Revised Offer Letter of August 5, 1999
- --------------------------------------

August 17, 1999


Mr. Jon Sherburne
12443 De Sanka Avenue
Saratoga, CA 95070

Dear Jon:

On behalf of Centillium Technology Corporation, (the "Company"), I am pleased to
offer you the position of Vice President Sales.  You will be reporting A. Travis
White, President and CEO of the Company:

The following components make up your salary structure during fiscal year 1999:

     .    Base salary:     $140,000.00
     .    Commission:      $40,000.00, paid quarterly based on achieving 100%
          of plan. Commission will be capped at 25% over plan.
     .    MBO's (5):       $20,000.00, paid annually.
     .    Sign on Bonus:   $10,000.00, will be paid after thirty days of
          employment. If you leave the organization before one year of
          continuous service, you will be required to pay back the bonus, in
          full.
Your base salary will be payable in accordance with the Company's standard
payroll policies (subject to normal required withholding). You will accrue 3.69
hours vacation/personal time per pay period, totaling twelve days paid vacation
annually. Your salary will be paid on a bi-weekly basis. All company benefits
begin on the 1/st/ day of the following month from your employment date.

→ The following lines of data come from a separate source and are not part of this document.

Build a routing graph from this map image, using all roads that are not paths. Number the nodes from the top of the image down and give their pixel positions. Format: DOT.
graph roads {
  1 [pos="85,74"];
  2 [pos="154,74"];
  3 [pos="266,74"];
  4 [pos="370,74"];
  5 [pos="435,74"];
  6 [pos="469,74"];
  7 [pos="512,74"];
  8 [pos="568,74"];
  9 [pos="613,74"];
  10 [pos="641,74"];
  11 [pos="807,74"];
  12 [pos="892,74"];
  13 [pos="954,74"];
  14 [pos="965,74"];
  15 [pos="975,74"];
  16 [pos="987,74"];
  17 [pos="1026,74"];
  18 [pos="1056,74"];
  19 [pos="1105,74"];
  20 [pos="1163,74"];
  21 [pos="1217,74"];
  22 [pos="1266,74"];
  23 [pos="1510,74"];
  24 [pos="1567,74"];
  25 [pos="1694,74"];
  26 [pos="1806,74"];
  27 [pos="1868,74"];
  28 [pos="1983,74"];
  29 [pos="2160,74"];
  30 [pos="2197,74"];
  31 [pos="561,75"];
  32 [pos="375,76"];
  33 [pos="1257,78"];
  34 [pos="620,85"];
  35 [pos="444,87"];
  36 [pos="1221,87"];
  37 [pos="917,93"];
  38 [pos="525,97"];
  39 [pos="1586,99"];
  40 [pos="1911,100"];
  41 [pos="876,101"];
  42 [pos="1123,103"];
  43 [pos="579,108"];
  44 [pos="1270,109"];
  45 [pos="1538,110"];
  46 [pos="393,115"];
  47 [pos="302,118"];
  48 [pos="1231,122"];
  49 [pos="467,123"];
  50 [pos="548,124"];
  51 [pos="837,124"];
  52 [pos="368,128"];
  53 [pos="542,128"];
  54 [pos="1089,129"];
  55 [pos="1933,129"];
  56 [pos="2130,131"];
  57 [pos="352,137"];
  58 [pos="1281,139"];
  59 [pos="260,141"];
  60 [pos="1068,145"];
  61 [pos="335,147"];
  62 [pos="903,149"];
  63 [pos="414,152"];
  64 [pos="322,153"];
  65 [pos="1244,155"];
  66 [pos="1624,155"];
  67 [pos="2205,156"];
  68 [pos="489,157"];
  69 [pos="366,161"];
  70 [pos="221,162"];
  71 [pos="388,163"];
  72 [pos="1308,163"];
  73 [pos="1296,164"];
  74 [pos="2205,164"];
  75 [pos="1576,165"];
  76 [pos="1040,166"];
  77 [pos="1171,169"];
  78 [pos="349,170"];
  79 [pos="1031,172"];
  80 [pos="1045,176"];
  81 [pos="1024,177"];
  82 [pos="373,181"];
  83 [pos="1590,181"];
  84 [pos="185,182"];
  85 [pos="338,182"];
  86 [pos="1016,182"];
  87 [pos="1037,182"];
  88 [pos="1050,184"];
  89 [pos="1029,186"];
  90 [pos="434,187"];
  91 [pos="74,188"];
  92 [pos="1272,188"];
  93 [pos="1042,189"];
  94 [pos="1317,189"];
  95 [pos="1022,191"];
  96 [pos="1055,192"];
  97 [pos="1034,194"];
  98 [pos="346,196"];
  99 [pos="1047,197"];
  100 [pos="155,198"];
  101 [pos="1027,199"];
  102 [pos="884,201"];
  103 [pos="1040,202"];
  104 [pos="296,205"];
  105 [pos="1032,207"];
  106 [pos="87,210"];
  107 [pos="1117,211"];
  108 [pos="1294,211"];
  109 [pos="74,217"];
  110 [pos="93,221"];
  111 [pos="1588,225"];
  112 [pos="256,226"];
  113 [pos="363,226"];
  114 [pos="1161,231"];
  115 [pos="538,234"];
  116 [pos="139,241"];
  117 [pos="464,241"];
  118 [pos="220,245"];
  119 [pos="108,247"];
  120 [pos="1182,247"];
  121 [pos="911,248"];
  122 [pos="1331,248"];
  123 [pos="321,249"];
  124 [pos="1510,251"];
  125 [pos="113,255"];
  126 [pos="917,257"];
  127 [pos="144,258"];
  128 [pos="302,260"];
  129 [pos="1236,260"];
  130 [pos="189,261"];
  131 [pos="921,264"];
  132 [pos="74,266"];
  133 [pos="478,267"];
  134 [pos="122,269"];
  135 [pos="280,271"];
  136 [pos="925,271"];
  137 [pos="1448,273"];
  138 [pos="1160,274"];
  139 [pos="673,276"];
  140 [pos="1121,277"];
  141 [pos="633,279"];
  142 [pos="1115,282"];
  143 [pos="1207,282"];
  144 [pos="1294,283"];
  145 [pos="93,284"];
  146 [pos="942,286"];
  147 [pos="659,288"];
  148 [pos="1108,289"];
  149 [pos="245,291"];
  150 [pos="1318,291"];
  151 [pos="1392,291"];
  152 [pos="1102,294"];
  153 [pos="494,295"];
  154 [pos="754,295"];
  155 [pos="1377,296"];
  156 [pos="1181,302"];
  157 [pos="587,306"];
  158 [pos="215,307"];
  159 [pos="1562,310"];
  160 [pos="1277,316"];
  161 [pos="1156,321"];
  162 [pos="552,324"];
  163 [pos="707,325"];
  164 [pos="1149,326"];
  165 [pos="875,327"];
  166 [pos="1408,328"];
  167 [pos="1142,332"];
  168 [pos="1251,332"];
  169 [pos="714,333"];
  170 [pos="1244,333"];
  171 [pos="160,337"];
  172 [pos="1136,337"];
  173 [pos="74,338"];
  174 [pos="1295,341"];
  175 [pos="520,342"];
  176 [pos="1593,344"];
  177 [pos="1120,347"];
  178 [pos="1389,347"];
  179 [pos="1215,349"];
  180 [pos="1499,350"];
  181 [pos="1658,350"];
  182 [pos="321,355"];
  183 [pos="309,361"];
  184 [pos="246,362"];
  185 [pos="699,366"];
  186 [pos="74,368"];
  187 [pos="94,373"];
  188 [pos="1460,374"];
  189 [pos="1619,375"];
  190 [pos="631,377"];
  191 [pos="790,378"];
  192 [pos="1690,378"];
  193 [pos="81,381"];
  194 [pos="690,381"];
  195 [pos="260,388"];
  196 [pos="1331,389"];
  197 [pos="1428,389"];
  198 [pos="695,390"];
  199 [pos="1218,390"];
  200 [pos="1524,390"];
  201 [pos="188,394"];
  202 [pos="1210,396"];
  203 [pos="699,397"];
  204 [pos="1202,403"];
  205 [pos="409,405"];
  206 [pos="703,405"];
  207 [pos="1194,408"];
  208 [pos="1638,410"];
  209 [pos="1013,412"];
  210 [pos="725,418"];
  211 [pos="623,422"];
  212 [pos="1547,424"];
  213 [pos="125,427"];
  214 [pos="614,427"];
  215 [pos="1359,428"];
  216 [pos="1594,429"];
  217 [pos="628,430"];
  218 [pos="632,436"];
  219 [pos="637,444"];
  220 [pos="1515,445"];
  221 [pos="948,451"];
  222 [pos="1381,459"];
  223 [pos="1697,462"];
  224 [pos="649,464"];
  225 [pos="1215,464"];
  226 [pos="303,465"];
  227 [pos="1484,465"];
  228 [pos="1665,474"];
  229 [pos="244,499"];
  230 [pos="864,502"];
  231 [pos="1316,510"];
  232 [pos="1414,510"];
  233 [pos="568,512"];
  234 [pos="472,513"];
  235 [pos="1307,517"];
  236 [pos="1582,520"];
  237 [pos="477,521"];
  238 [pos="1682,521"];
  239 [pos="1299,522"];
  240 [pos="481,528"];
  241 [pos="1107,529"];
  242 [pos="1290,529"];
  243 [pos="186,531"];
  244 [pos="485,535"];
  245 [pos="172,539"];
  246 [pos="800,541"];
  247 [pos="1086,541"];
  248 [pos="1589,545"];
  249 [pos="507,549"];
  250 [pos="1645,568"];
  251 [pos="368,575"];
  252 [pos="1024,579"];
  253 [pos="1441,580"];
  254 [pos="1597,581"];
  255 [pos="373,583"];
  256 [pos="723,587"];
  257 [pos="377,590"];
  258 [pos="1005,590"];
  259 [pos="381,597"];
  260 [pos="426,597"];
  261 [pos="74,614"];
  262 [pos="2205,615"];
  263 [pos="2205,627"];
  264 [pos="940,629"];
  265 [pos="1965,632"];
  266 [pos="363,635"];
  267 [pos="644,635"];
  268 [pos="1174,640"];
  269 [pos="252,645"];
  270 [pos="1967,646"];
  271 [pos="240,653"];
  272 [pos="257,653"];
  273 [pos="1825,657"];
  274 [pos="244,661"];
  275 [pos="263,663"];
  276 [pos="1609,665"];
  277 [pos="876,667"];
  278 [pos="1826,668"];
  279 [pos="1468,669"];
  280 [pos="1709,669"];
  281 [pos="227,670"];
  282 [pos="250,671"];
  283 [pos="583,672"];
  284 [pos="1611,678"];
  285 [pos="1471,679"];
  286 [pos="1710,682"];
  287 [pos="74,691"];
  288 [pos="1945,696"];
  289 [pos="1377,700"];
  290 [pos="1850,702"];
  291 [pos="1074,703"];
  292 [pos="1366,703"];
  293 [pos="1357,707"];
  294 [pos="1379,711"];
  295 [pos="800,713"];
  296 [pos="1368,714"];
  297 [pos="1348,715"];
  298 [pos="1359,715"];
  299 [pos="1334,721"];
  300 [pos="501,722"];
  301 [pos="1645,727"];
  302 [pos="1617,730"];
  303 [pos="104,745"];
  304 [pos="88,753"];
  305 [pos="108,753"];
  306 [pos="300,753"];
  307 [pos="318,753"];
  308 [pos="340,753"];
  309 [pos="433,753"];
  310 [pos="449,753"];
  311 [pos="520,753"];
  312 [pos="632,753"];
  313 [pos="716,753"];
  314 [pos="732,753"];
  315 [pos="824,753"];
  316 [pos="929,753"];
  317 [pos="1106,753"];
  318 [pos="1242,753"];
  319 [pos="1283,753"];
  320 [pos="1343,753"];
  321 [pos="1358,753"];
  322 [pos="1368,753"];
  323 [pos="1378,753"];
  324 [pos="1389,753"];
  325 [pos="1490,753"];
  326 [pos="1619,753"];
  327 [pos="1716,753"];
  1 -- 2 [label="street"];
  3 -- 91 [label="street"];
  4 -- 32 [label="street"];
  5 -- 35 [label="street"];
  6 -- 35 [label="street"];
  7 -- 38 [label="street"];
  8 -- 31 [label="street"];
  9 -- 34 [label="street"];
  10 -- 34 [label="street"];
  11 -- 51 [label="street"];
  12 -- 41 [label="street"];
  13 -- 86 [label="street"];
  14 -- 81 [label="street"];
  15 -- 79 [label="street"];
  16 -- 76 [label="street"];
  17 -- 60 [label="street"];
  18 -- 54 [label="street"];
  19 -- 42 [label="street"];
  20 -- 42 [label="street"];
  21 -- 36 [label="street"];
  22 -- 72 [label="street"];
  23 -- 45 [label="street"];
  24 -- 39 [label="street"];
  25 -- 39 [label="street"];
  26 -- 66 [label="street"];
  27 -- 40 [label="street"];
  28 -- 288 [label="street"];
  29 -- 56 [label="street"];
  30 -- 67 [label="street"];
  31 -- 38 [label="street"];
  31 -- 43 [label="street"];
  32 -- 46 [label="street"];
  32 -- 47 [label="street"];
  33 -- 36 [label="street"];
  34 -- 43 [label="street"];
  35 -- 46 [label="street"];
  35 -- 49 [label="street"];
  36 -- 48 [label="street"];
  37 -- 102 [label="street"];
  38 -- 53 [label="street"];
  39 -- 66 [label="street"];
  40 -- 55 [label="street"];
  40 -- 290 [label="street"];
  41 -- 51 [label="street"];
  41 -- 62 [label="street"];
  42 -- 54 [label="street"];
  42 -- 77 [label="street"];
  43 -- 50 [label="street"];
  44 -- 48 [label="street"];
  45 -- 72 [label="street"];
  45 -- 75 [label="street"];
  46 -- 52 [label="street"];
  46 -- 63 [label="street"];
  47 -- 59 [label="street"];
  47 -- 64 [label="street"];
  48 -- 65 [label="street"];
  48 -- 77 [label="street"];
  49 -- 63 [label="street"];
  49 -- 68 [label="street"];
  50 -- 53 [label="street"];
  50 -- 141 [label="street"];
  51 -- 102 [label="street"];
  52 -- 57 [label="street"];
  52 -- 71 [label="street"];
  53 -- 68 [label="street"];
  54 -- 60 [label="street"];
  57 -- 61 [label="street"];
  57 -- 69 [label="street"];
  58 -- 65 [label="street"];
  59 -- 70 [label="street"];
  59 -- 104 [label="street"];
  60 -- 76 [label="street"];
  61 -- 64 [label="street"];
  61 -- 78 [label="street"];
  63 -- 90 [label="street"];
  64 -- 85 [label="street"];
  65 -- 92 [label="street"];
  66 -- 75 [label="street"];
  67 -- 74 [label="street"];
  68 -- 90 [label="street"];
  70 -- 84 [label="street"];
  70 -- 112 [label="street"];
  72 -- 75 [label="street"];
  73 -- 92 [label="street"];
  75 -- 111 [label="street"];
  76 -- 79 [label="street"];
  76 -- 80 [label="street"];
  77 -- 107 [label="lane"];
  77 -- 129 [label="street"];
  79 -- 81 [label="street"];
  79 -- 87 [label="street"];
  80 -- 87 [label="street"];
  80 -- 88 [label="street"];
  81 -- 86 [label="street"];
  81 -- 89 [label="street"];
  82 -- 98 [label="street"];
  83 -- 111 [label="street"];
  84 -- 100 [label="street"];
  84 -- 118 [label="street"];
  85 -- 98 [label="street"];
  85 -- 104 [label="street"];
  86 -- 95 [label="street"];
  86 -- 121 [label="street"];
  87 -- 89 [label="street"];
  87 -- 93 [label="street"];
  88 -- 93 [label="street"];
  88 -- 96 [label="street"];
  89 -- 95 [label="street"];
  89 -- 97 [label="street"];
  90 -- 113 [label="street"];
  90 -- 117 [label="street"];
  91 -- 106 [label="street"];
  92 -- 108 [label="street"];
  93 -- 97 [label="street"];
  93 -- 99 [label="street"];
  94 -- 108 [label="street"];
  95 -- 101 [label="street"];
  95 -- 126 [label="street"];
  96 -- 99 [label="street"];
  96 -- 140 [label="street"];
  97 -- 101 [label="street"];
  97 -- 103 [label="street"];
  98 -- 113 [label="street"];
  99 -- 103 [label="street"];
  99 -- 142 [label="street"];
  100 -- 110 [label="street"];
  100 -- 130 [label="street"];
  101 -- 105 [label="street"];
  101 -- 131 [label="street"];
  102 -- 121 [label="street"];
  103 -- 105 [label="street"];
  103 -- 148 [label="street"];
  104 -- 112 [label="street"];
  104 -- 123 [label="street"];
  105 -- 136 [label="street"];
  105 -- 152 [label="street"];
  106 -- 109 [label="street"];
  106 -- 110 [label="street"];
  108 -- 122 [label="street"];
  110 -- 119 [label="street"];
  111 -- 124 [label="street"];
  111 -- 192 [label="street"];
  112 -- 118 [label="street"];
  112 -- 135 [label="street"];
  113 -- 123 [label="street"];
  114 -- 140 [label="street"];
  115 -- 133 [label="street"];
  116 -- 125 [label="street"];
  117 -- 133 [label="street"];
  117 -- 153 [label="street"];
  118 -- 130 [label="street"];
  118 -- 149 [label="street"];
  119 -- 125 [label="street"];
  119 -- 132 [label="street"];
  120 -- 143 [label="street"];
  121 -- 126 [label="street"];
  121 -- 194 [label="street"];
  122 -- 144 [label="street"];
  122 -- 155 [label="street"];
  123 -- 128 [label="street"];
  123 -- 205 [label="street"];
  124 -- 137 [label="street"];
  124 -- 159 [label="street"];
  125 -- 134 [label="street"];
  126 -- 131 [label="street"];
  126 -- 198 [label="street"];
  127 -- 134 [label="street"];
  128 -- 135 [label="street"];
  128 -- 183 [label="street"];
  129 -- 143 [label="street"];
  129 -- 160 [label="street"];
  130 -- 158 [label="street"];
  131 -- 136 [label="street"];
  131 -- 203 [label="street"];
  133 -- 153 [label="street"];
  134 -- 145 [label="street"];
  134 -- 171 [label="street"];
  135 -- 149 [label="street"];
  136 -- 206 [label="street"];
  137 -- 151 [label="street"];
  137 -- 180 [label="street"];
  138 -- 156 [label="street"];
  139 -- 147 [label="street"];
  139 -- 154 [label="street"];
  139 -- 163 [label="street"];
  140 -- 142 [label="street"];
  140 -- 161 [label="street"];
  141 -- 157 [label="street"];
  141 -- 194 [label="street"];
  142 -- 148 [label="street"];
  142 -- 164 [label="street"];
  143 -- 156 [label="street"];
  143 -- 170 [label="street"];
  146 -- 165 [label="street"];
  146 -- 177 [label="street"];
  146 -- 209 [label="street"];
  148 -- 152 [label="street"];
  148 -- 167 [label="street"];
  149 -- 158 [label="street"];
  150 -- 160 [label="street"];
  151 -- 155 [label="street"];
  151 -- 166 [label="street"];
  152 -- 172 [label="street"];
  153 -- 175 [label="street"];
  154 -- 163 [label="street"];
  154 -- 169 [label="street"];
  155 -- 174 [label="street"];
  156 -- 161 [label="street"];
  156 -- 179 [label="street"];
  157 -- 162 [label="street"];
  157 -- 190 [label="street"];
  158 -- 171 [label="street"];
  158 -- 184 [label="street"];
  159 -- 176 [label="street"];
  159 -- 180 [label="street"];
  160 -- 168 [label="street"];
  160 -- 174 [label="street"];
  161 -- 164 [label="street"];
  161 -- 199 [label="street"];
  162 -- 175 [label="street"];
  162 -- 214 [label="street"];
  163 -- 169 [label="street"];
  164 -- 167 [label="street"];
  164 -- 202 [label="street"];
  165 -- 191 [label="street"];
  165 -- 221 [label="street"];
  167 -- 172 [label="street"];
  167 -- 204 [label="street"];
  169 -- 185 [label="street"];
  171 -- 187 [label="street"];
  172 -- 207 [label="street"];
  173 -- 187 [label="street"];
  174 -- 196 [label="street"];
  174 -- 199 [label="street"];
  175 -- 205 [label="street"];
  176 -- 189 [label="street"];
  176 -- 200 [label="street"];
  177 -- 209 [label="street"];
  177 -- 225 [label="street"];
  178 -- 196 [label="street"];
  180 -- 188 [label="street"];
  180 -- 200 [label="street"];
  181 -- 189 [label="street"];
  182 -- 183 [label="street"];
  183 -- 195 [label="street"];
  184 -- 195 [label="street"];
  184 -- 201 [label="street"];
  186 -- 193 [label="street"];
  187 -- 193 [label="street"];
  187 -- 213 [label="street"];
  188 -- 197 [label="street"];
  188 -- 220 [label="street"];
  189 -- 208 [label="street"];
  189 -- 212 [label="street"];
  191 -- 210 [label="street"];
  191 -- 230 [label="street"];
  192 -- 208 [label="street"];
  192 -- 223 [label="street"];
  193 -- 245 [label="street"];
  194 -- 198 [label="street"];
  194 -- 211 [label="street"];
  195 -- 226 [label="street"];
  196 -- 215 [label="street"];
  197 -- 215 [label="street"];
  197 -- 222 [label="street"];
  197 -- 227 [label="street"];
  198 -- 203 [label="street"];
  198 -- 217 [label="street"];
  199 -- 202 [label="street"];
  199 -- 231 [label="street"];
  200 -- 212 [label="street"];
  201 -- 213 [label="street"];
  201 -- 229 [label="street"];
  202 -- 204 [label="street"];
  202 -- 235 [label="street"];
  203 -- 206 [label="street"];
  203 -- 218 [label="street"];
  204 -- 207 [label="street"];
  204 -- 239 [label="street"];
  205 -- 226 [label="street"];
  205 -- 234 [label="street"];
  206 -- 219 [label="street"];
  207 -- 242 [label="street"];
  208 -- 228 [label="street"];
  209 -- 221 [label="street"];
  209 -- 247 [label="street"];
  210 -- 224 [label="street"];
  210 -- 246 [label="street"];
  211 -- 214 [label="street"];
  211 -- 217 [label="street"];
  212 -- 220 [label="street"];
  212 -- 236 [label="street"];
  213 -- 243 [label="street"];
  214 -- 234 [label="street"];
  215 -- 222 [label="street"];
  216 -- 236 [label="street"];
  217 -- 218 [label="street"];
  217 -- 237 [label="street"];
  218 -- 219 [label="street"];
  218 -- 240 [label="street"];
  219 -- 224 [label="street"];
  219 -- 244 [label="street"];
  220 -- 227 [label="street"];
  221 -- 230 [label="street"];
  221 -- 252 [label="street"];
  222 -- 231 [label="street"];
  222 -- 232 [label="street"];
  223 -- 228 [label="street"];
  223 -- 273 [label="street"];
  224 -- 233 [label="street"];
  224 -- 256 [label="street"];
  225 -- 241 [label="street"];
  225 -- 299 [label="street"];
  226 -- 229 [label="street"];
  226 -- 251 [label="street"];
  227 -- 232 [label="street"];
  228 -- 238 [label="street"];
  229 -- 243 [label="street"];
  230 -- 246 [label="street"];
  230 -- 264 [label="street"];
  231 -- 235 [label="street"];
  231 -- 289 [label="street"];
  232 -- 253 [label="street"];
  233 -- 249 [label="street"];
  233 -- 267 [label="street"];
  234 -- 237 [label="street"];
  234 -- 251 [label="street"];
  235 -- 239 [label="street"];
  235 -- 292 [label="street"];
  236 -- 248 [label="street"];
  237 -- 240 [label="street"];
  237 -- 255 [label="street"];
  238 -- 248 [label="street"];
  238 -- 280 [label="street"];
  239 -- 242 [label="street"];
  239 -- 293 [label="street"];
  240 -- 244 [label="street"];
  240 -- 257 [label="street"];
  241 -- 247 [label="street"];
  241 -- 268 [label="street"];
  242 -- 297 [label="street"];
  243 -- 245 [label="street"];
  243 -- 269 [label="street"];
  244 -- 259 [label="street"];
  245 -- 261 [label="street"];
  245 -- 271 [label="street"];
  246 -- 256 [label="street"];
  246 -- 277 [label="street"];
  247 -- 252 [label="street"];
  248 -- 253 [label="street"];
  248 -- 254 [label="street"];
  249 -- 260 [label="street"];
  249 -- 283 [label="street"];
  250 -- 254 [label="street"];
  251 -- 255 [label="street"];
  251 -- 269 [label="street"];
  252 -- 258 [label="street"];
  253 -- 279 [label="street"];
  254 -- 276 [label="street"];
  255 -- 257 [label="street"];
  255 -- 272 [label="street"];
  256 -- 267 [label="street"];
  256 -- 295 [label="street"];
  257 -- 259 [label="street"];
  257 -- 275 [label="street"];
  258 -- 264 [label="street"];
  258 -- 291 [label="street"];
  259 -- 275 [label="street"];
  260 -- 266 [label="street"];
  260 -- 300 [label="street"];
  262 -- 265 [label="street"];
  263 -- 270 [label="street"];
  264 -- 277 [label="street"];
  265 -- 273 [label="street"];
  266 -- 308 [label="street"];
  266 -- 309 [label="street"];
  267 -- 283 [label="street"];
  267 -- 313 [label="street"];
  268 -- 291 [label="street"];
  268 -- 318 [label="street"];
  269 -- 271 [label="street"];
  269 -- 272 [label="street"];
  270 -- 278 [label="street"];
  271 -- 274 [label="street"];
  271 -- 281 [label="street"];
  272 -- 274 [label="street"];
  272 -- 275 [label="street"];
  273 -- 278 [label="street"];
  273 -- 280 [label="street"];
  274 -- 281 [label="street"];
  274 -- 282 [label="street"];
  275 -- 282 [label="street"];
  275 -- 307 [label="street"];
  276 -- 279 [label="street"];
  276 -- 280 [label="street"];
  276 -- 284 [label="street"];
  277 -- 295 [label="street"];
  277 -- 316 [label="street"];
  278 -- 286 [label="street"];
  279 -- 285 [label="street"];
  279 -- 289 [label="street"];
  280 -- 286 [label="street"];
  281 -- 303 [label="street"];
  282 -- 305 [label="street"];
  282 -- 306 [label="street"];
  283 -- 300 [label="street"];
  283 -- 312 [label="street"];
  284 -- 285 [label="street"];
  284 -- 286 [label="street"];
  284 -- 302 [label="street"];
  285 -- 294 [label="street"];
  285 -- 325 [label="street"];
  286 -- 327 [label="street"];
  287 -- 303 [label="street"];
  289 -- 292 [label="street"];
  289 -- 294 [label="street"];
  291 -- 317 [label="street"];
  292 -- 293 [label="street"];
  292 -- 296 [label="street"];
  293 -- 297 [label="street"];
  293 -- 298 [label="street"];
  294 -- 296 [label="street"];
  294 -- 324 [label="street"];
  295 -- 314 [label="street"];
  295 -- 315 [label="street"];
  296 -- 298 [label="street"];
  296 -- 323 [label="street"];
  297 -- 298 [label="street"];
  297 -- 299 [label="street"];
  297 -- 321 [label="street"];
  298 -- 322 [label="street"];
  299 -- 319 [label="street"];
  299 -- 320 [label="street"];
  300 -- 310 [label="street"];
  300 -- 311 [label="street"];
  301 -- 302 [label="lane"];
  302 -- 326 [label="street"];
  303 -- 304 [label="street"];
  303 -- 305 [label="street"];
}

It will be recommended to the Centillium Technology Corporation Board of
Directors that you be eligible to participate in the Centillium Technology
Corporation Stock Option Program.  Subject to this approval, you will be granted
an option to purchase 215,000 (Two hundred fifteen thousand) shares of the
company's Common Stock at an exercise price equal to the fair market value of
the Company Common Stock on the date of grant as determined by the Centillium
Technology Corporation Board of Directors.

Based on performance in relation to production from two specific accounts, I
will recommend to the Board of Directors that you be granted an additional
10,000 (Ten thousand) shares of stock at or within one year from your date of
employment.  All shares will be subject to the standard four-year vesting
schedule with the one-year cliff, per our stock option agreement.

If Centillium Technology is acquired, merged, or a significant change of control
occurs which impacts your job responsibilities in one of the following ways, you
and the Company agree that your stock options would be accelerated by one full
year.

     .    Job elimination or if you are asked to leave the organization
     .    Job responsibilities were significantly reduced, changed or altered
     .    Forced to move to an unacceptable location

This acceleration of the vesting provision will be contained in your stock
option agreement.
<PAGE>

Under rule 83(b) you will be eligible to exercise unvested options. This
enables you to recognize long term capital gains or losses and begins the
process of the one-year holding period. You should note that under certain
circumstances, you might be required to recognize the income tax purposes upon
exercising options. Please consult your tax advisor, prior to exercising vested
and unvested options. Should you terminate your relationship with Centillium
Technology, the Company has the irrevocable, exclusive option for a period of
ninety (90) days from such date, to repurchase up to that number of shares which
are unvested, at the original purchase price per share.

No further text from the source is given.